Abstracts

Rationale: Status epileptics (SE) can be refractory to standard anti-seizure medications in up to 20% of patients. The timely abortion of SE is key to preventing harmful consequences. Prolonged SE is molecularly characterized by acute alterations in certain ion channels including a decrease in the inhibitory properties and internalization of the γ-Aminobutyric acid type A receptors (GABARs). This increases excitability and weakens the effectiveness of many standard medications such as phenobarbital; the anticonvulsant effect of which is mediated via the modulation of such channels. We have recently shown that blockade of tropomyosin-related kinase B receptor (TrkB) with the investigational new drug, lestaurtinib (CEP-701), attenuates SE-induced hyperexcitability. Since TrkB is a regulator of GABARs (Roberts D et al., PNAS, 2005), and its blockade might potentially prevent SE-induced changes in these receptors, we hypothesized that TrkB blockade with CEP-701 will potentiate the anticonvulsant effect of phenobarbital against kainic acid (KA)-induced SE.Methods: Seizures were induced in periadolescent P35-P40 Sprague Dawley rats by injecting 0.5 μg of KA into the basolateral amygdala and SE was confirmed using epidural cortical electroencephalography (EEG). Fifteen minutes after SE onset, rats received either 25 mg/kg of CEP (KA-CEP group) or its vehicle (KA-V group) intraperitoneally (i.p.). At 6 hours after SE onset, rats were given 100 mg/kg of phenobarbital i.p., supplemented every 15 minutes with an additional 25 mg/kg until cessation of seizures was achieved.Results: All the rats that received KA developed electroclinical SE within 30 minutes to 1 hour after KA injections. The average cumulative dose of phenobarbital required to achieve seizure cessation in the KA-CEP group (107.5 ± 5.3 mg/kg, n=10) was significantly lower than in the KA-V group (132.5 ± 6.5 mg/kg, n=10, t-test, p=0.008).
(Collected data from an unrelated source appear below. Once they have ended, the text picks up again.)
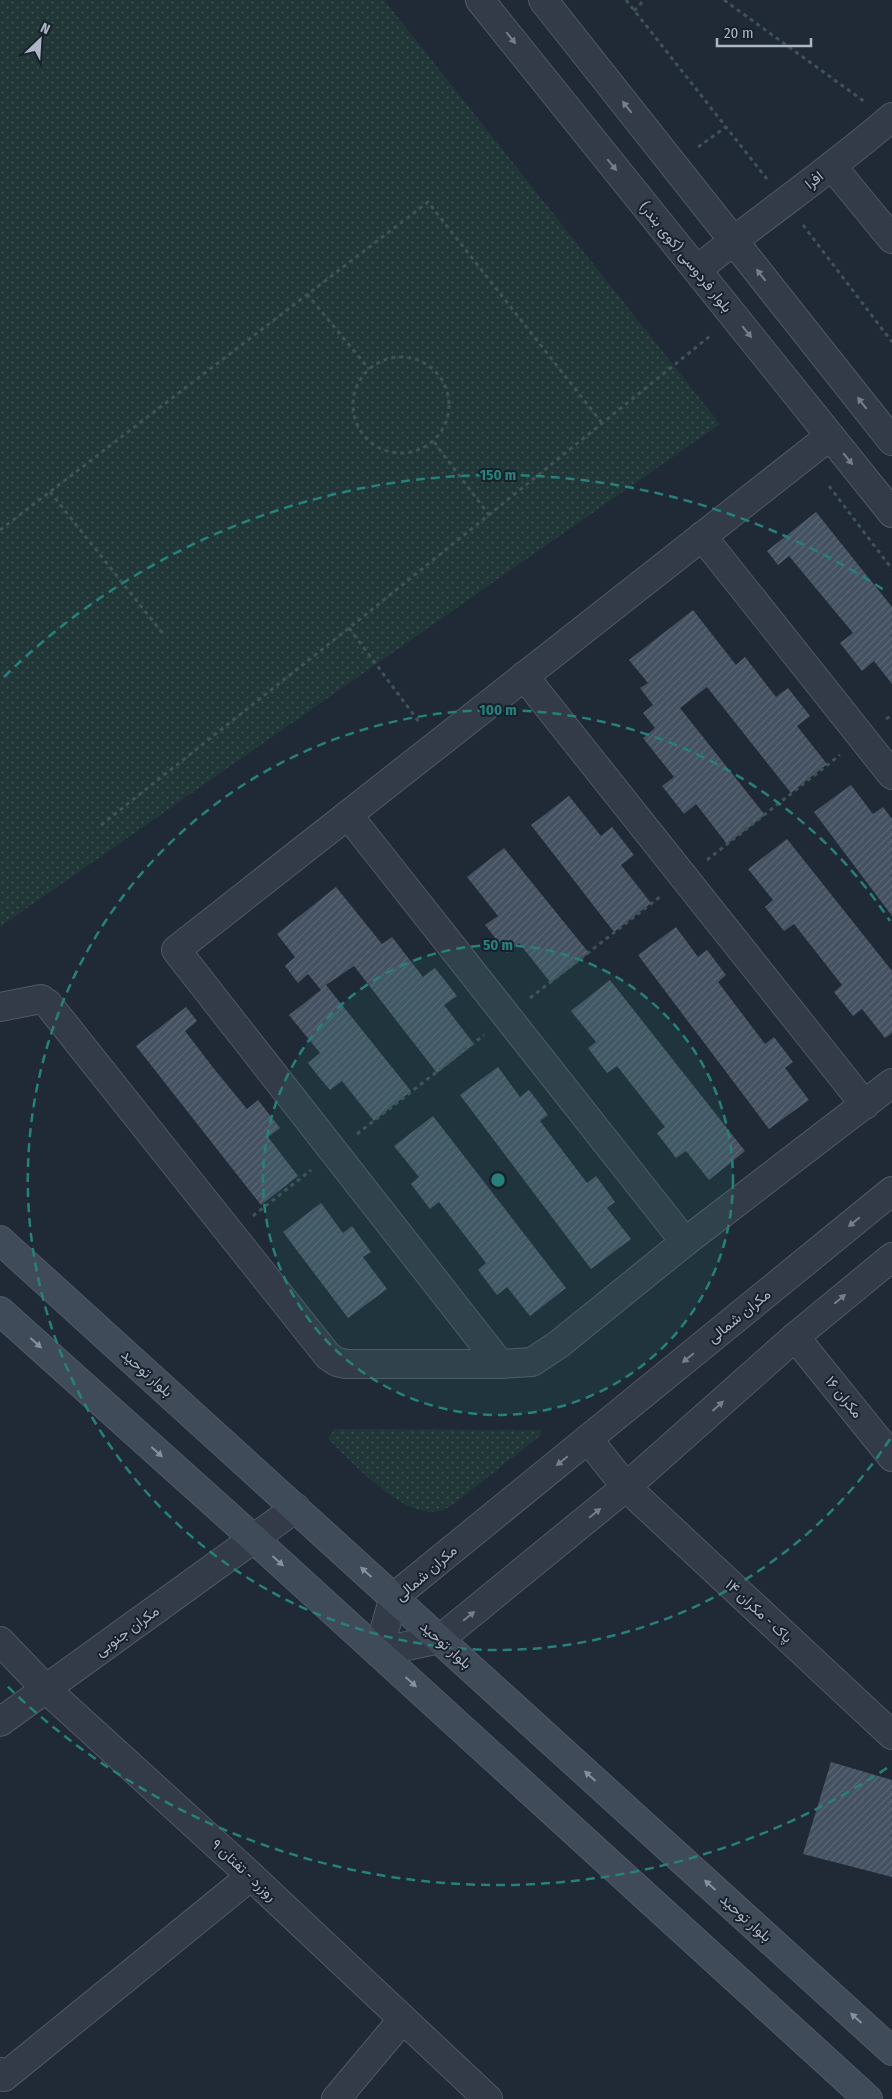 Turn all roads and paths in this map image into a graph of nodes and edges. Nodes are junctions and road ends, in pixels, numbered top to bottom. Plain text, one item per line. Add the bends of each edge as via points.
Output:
1 (480, 0) edge
2 (543, 0) edge
3 (626, 0) edge
4 (644, 0) edge
5 (724, 0) edge
6 (634, 11) junction
7 (891, 118) edge
8 (832, 166) junction
9 (786, 202) junction
10 (892, 239) edge
11 (734, 240) junction
12 (697, 270) junction
13 (308, 294) junction
14 (711, 335) dead end
15 (892, 342) edge
16 (369, 370) junction
17 (602, 423) junction
18 (830, 436) junction
19 (892, 441) edge
20 (434, 442) junction
21 (50, 492) junction
22 (892, 513) edge
23 (489, 515) junction
24 (0, 530) edge
25 (702, 536) junction
26 (349, 628) junction
27 (164, 635) dead end
28 (524, 676) junction
29 (892, 715) edge
30 (863, 738) junction
31 (436, 745) junction
32 (892, 774) edge
33 (348, 815) junction
34 (101, 825) dead end
35 (684, 878) junction
36 (0, 1007) edge
37 (507, 1016) junction
38 (892, 1083) edge
39 (865, 1105) junction
40 (334, 1152) junction
41 (892, 1191) edge
42 (230, 1233) junction
43 (0, 1240) edge
44 (685, 1242) junction
45 (892, 1257) edge
46 (0, 1311) edge
47 (795, 1337) junction
48 (500, 1364) junction
49 (588, 1439) junction
50 (892, 1457) edge
51 (626, 1487) junction
52 (296, 1508) junction
53 (254, 1539) junction
54 (394, 1597) junction
55 (440, 1640) junction
56 (0, 1641) edge
57 (378, 1652) junction
58 (46, 1690) junction
59 (0, 1722) edge
60 (892, 1735) edge
61 (251, 1876) junction
62 (403, 2019) junction
63 (892, 2051) edge
64 (0, 2072) edge
65 (336, 2099) edge
66 (488, 2099) edge
67 (868, 2099) edge

1 -> 12 street, بلوار فردوسی (کوی بندر)
11 -> 2 street
3 - 6 path
4 - 6 path
5 - 7 path
6 - 9 path
7 - 8 street, افرا
8 - 9 street, افرا
8 - 10 street
9 - 11 street, افرا
9 - 15 path
11 - 12 street, افرا
19 -> 11 street
12 -> 18 street, بلوار فردوسی (کوی بندر)
13 - 16 path
13 - 17 path via 428,202
13 - 21 path
14 - 17 path
16 - 20 path via 359,381 353,410 357,425 366,437 377,447 406,454
16 - 20 path via 396,358 411,358 426,364 437,374 450,401 449,416
17 - 23 path
18 -> 22 street, بلوار فردوسی (کوی بندر)
18 - 25 street
20 - 23 path
21 - 24 path
21 - 27 path
23 - 26 path
25 - 28 street
25 - 30 street
26 - 31 path
26 - 34 path
28 - 31 street
28 - 35 street
29 - 30 path
30 - 32 street
30 - 35 path
31 - 33 street
33 - 37 street
33 - 40 street via 176,950
35 - 37 path
35 - 39 street
36 - 42 street via 41,1000 48,1004
37 - 40 path
37 - 44 street
38 - 39 street
39 - 44 street
40 - 42 path
40 - 48 street
41 -> 49 street, مکران شمالی
42 - 48 street via 336,1362
43 - 52 main road, بلوار توحید
44 - 48 street via 532,1362
47 -> 45 street
46 -> 53 main road
47 - 50 street, مکران ۱۶
51 -> 47 street
49 - 51 street, پاک - مکران ۱۴
49 -> 54 street, مکران شمالی
55 -> 51 street
51 - 60 street, پاک - مکران ۱۴
52 - 53 street, مکران جنوبی
54 -> 52 main road, بلوار توحید
53 -> 57 main road
53 - 58 street, مکران جنوبی
54 - 55 main road, بلوار توحید
54 - 57 street, مکران شمالی
55 - 57 street
63 -> 55 main road, بلوار توحید
56 - 58 street, روزرد - تفتان ۹
57 -> 67 main road
58 - 59 street, مکران جنوبی
58 - 61 street, روزرد - تفتان ۹
61 - 62 street, روزرد - تفتان ۹
61 - 64 street via 4,2077
62 - 65 street
62 - 66 street, روزرد - تفتان ۹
Moreover, recurrence of SE occurred 5-10 hours after abortive therapy in 4 of the KA-V rats, and only in 2 of the KA-CEP rats.Conclusions: Given its known clinical safety profile in children, CEP-701 is a clinically promising adjuvant drug that can be potentially used with standard anticonvulsant medications to abort SE. Ongoing experiments in our laboratory are exploring the underlying molecular mechanisms of the herein reported effect of CEP-701; specifically, its potential role in reversing SE-induced changes in GABARs.